Third, each man called to ministry must fully understand the occupational hazard as it relates to relationships. The pulpit is a lonely place. Pastoring is more than a full-time job and the pastor’s wife and family are easily neglected. Ask yourself, “How do I handle the compliments from women?” A woman with a compliment and a need for attention is a force that doubles the temptation. Know this fact, that such an object immediately excites lust lying dormant in the heart. Don’t go near this door of opportunity; let your wife’s evaluation of you as a man be the only one that counts.

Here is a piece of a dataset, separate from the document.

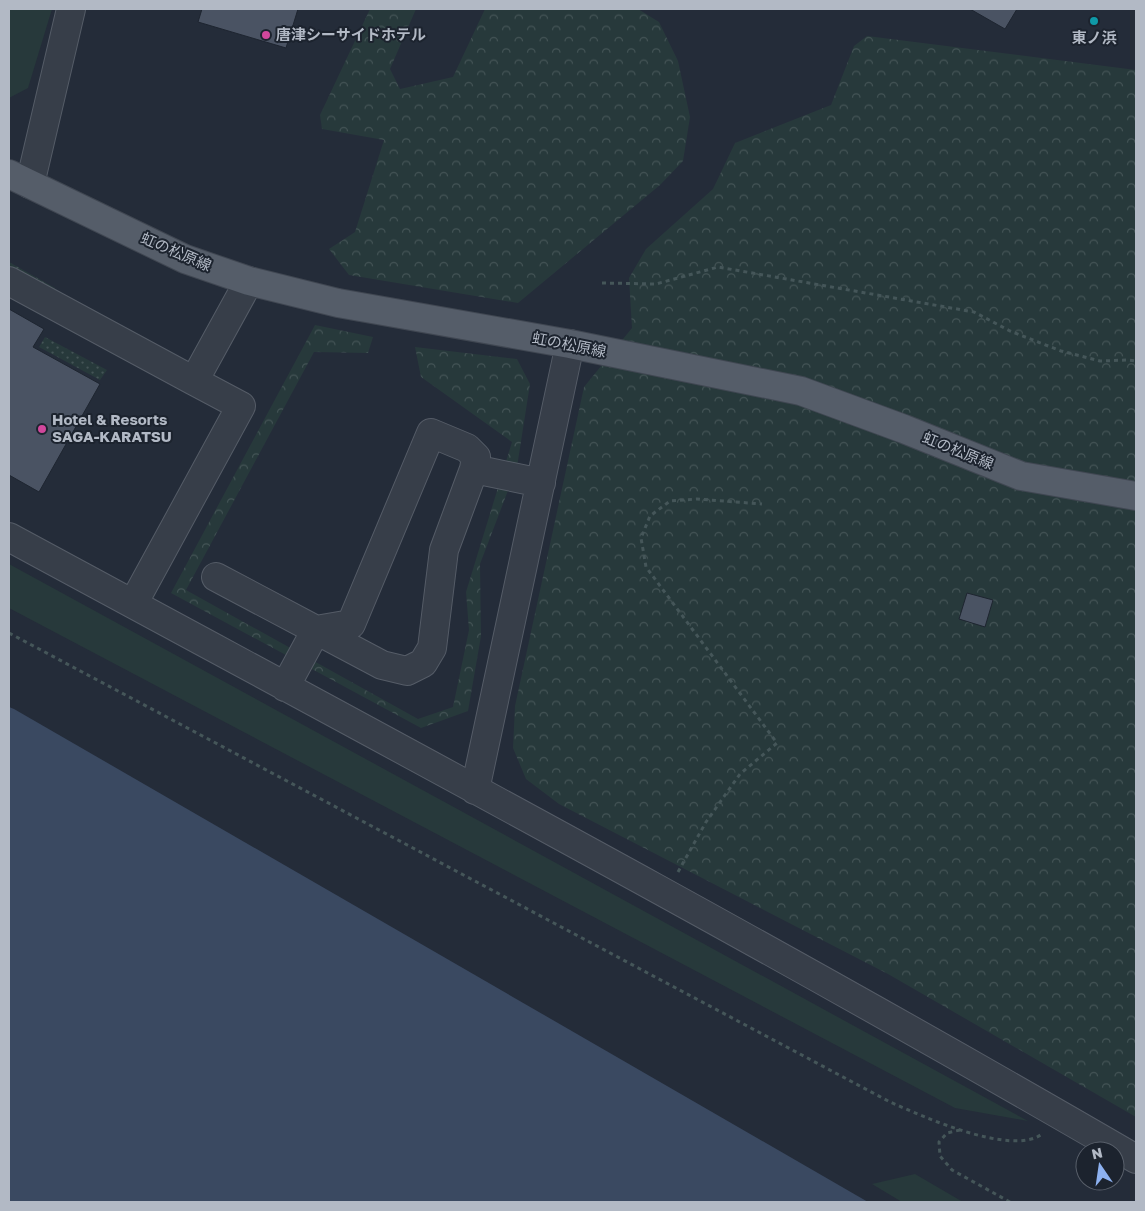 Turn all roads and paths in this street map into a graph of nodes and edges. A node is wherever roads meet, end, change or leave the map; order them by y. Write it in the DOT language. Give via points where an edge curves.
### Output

Given these hazards in ministry, we need to become actively aware of the issues, challenges, and have an effective prevention strategy to avoid being caught in this web of consuming desire and destruction. I strongly believe that to be sexually mature you must be spiritually mature, and to be spiritually mature you must be sexually mature. In other words, don’t separate your sexuality from your spirituality, nor your spirituality from your sexuality. Prevention is possible when we recognize that everything we do in ministry relationally and sexually must point to one purpose, the glory of God. Our entire motivation is to be set on fire for life by the driving desire for the glory of God. If ministry and relationships have that one purpose, then our masculine sexuality will serve that one purpose with all women, including our wives. It is not about me! It is about God! When we truly grasp that reality, ministry, relationships, and sex are in the service of God, for the glory of God. When pastors hear that calling, and maintain it, their lives can become imbued with a vision that guides them personally and in ministry.